Supply chains in check


PETALING JAYA: While Malaysia’s short term supply chain resilience should remain intact over the immediate future, economists are nevertheless more concerned about the erosion of business efficiency and profitability should the Middle East conflict be prolonged.

In an update note yesterday, Apex Research said recent data suggest Malaysian firms remain relatively well- positioned to manage current supply disruptions, with manufacturing purchasing managers’ index (PMI) surveys pointing to ongoing inventory accumulation.

The research house also cited Bank Negara Malaysia, in its latest quarterly bulletin for the first quarter of 2026, that businesses are holding an average of three to four months of inventories.

“Firms have also diversified suppliers and export destinations, reducing reliance on any single supply source.

“Overall, supply disruption risks remain manageable for now.

“Existing inventory buffers, supplier diversification efforts and government measures to safeguard fuel and supply chains should help support production activities in the near term,” said Apex Research.

On a more sobering note, however, economist Mohd Sedek Jantan argued that the sustainability of Malaysia’s supply chains under a prolonged conflict should be analysed through the lens of economic adaptation rather than operational continuity.

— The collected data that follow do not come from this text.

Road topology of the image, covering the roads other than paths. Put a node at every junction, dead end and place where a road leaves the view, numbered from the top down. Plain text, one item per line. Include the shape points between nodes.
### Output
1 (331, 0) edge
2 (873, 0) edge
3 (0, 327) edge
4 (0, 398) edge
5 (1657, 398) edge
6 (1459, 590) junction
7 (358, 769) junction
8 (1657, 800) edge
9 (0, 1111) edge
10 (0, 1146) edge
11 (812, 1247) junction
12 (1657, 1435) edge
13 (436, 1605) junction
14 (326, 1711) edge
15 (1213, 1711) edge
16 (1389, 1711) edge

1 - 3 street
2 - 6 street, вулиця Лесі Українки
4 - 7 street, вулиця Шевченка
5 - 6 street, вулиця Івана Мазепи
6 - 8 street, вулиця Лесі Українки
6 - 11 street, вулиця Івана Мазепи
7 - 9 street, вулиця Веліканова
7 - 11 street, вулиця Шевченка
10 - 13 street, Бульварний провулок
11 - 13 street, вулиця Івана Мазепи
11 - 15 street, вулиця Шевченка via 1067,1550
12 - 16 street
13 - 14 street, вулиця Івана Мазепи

He said in the early phases of a geopolitical shock, firms are typically able to absorb disruptions through existing inventories, contractual flexibility and alternative logistics arrangements.

“However, as the duration of the disruption extends, the economic costs of adaptation begin to accumulate, reducing overall system efficiency even if production remains uninterrupted,” Mohd Sedek, who is also investment strategist at IPP Global Wealth, told StarBiz.

He said extended geopolitical instability can raise shipping costs, insurance premiums, financing requirements and delivery uncertainty, and these costs are transmitted through global value chains and ultimately affect firms’ production decisions, inventory management and capital allocation.

Although the transmission mechanism is largely indirect for Malaysia, he explained that the country is nonetheless deeply embedded within regional and global manufacturing networks, and consequently, disruptions affecting major maritime routes, energy markets or international logistics networks can generate cascading effects throughout the production ecosystem.

Mohd Sedek observed that the sectors most exposed to these dynamics are likely to be export-oriented industries characterised by complex cross-border production processes, particularly electrical and electronics, semiconductors, machinery and industrial manufacturing.

“These businesses depend on the timely movement of intermediate goods across multiple jurisdictions, making them especially vulnerable to rising logistics costs, longer lead times and supply-chain synchronisation challenges.

“Over time, such frictions can erode productivity, compress margins and weaken investment incentives,” he said, adding that, therefore, the more relevant economic question is whether firms can continue operating at the same level of efficiency and profitability.

Mohd Sedek said history suggests that supply chains rarely fail abruptly – rather, they become progressively more expensive, less efficient and increasingly complex to manage.

Bernard Aw, chief economist for Asia Pacific at trade insurer Coface, concurred that while stock buffers, supply diversification and government intervention can smooth short-term shocks, they are not a permanent substitute for normal trade flows.